Comparisons between nonredundant and genomic microsatellites

The nonredundant di-, tri-, and tetranucleotide microsatellites, which were used as candidate markers for our linkage map, were independently identified from the X. tropicalis genome. Criteria for identifying nonredundant markers are that they have unique flanking sequences, that are long enough and have sufficient complexity to enable the design of unique PCR primers (Sharrocks, 1994). Among the three repeat types of nonredundant microsatellites analyzed, the distribution pattern of different motifs is generally consistent with that of genomic repeats, in that the most abundant di-, tri-, and tetranucleotide nonredundant motifs are AT, AAT, and AGAT. Although, this subset of microsatellite loci is similar to those identified in the entire X. tropicalis genome, the relative abundance of different motifs within di-, tri-, or tetranucleotide microsatellites show some divergence between nonredundant versus genomic repeats.
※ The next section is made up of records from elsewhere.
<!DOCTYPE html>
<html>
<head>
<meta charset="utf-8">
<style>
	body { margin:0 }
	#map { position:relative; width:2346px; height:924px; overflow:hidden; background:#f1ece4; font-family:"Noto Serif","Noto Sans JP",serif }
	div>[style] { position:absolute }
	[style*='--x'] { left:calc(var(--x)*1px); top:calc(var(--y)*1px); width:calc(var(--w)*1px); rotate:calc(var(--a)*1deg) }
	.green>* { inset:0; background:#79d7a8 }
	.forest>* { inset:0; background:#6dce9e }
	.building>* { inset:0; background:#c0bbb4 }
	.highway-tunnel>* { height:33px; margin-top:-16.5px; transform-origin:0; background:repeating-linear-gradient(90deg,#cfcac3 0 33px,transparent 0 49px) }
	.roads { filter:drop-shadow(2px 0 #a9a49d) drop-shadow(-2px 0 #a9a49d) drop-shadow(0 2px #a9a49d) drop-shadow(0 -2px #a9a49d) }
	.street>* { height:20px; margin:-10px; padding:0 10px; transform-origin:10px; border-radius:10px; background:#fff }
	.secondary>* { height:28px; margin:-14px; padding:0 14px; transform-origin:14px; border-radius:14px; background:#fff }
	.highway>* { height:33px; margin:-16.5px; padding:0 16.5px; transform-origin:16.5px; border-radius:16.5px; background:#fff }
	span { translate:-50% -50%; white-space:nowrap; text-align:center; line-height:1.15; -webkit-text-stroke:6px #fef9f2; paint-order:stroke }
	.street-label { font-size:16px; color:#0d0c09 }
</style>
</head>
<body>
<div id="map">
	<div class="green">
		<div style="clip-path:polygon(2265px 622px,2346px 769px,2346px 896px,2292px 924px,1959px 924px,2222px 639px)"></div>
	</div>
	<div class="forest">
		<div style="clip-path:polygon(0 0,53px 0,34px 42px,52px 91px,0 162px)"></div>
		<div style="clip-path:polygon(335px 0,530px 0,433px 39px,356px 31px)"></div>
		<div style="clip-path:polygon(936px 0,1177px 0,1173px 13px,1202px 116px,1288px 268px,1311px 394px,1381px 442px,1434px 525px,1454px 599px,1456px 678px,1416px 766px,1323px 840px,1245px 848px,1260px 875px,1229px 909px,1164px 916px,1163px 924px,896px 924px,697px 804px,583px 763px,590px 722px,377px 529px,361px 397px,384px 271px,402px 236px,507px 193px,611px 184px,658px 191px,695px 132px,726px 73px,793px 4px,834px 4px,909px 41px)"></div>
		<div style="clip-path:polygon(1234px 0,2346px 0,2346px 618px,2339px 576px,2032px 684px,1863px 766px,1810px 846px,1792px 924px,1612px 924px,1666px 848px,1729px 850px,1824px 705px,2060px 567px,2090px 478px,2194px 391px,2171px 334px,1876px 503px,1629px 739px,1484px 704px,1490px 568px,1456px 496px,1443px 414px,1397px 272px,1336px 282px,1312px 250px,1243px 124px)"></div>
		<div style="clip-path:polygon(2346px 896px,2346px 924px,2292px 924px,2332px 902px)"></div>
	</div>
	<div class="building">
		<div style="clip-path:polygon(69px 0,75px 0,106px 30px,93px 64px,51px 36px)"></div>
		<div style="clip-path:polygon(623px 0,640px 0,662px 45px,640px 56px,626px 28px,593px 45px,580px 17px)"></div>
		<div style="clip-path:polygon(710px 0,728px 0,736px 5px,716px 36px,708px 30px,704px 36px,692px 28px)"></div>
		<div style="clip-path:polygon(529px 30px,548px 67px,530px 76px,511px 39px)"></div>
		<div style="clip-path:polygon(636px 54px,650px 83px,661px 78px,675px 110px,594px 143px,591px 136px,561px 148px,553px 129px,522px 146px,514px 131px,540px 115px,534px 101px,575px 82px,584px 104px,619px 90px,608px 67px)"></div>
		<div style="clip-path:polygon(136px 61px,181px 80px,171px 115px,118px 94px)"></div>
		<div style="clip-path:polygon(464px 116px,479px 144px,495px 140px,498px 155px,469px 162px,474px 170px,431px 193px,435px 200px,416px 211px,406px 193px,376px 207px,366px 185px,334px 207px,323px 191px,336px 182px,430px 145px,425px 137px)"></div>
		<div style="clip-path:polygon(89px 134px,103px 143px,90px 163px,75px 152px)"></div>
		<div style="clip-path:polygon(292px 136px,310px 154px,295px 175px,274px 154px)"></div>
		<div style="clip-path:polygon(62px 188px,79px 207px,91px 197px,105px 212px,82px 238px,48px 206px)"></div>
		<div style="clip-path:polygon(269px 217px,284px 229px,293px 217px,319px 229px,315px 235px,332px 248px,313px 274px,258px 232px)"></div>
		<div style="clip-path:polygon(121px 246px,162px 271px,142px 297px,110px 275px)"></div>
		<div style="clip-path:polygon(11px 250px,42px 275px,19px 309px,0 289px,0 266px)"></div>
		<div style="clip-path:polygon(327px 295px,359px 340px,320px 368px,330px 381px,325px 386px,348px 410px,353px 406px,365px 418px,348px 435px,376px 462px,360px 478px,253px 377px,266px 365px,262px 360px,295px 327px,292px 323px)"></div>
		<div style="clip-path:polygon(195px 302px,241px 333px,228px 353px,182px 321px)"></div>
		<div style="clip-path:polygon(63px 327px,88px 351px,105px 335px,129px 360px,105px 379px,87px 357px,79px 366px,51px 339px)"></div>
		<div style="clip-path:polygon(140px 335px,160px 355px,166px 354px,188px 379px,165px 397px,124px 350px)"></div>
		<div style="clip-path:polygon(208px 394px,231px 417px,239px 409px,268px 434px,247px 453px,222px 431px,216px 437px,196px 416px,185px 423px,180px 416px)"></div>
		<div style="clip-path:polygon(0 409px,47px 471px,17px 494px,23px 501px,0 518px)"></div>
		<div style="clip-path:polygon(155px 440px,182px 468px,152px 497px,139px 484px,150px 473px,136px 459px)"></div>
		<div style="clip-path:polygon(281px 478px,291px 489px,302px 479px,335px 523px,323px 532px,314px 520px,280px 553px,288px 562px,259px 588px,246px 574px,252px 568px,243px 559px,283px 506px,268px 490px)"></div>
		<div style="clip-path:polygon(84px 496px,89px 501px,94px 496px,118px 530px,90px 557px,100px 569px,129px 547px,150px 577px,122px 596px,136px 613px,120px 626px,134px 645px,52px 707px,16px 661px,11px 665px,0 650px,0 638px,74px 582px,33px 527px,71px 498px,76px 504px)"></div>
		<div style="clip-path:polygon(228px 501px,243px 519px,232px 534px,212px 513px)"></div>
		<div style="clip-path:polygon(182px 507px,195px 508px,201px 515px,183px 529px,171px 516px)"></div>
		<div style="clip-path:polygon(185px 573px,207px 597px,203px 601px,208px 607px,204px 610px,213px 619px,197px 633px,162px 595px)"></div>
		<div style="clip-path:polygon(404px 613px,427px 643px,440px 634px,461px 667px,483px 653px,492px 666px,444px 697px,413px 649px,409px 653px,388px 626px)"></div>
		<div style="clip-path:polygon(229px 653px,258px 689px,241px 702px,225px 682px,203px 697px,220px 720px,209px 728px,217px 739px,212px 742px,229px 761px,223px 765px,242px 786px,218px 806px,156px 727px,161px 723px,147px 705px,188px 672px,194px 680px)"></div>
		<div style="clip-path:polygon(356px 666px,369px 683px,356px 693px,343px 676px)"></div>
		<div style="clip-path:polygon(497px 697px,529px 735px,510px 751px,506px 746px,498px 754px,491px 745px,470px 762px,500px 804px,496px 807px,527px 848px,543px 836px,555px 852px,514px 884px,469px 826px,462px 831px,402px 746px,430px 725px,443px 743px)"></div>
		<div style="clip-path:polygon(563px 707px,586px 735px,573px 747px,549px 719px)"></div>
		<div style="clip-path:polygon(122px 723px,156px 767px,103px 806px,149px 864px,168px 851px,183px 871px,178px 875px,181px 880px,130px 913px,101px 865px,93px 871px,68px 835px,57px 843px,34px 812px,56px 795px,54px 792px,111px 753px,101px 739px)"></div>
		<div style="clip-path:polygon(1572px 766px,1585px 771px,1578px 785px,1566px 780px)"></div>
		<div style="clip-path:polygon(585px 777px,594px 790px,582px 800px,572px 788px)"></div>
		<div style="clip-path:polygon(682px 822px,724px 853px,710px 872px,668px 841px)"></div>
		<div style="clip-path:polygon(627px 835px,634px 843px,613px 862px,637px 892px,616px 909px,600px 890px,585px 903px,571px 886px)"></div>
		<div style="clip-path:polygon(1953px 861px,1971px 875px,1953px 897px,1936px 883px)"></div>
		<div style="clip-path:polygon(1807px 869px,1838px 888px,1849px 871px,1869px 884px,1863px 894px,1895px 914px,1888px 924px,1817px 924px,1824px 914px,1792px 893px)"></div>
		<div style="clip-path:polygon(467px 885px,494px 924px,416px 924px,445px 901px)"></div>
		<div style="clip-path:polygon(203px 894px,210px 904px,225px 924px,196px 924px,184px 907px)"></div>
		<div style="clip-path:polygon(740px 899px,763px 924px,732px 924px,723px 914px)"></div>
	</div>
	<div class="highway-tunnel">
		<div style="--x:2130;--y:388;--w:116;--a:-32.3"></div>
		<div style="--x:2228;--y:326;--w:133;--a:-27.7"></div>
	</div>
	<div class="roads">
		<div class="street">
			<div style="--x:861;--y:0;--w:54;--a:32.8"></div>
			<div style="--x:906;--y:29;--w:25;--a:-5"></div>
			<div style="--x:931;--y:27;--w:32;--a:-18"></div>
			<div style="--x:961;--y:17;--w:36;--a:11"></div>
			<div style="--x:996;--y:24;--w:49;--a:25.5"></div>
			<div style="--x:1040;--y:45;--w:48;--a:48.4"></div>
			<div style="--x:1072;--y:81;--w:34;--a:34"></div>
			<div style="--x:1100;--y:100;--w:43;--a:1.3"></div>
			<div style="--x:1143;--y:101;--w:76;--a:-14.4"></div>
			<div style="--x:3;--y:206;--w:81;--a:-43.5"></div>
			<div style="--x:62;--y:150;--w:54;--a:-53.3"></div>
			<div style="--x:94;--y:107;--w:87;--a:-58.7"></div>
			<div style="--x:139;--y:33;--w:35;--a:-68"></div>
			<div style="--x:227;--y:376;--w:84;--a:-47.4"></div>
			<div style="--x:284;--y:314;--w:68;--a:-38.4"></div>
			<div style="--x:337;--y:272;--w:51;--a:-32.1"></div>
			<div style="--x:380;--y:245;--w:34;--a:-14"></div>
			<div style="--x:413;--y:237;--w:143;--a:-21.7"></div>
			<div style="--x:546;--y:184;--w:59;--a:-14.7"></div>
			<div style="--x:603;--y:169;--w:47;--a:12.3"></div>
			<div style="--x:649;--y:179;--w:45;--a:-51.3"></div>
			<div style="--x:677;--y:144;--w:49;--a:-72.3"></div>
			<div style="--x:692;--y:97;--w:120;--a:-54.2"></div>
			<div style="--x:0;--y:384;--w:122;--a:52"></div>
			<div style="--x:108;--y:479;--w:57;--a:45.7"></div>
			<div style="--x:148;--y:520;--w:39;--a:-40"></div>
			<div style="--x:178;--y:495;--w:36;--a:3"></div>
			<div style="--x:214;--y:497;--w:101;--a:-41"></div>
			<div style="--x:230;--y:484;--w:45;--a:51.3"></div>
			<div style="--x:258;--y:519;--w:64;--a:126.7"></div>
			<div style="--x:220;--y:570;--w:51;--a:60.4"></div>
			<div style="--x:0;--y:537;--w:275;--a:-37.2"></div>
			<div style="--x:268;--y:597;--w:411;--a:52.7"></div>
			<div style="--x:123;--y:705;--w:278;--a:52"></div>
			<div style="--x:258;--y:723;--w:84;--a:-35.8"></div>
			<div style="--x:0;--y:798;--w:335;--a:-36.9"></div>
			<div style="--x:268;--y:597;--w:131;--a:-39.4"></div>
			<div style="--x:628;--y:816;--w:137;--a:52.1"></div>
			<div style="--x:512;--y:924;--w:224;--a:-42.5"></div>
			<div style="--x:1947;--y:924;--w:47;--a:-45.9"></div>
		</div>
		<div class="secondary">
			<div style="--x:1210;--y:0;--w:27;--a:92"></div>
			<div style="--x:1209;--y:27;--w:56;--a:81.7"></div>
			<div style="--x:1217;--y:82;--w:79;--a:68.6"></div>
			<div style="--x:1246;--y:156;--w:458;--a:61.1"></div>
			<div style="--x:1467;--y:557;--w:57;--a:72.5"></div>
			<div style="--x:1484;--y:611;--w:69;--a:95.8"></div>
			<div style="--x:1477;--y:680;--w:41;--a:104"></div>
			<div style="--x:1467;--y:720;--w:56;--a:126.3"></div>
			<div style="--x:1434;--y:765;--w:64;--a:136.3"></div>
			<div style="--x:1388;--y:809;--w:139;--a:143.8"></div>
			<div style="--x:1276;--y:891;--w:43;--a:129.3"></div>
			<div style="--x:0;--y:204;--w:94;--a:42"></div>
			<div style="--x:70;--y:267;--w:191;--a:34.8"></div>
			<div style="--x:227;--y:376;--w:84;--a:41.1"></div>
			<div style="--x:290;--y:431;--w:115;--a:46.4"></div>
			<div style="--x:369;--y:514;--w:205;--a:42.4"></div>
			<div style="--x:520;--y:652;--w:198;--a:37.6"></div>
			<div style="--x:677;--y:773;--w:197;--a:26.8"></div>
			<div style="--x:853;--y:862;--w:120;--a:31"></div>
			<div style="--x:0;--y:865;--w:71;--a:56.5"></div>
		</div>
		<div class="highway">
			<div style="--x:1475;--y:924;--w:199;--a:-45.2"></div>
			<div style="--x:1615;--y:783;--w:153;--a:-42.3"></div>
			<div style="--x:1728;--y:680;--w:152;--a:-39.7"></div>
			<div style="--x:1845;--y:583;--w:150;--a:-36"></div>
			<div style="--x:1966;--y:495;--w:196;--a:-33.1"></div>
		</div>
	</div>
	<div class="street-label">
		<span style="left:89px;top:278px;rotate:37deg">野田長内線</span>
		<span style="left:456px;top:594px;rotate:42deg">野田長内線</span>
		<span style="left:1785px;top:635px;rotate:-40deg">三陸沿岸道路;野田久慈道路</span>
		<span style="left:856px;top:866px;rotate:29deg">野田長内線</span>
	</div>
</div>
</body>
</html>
For example, the AT repeats account for 64.7% of the total dinucleotide genomic loci, but 90.3% of the nonredundant dinucleotide loci respectively, suggesting a smaller proportion of AC and AG repeats are embedded in unique sequences with long enough flanking sequences for useful primer design. The discrepancies between the abundance of specific motifs in non-redundant loci versus genomic microsatellites may result from the appearance of AC or AG repeat strings embedded within more complex repetitive sequences. Large complex minisatellite repeats comprise over 1% of the X. tropicalis genome, with our initial surveys suggesting sequences containing AC repeats appear in very high copy numbers in these minisatellites. Inclusion of AC or AG repeat strings in larger, more complex minisatellite sequences could skew the distribution of repeat motifs among genomic microsatellites.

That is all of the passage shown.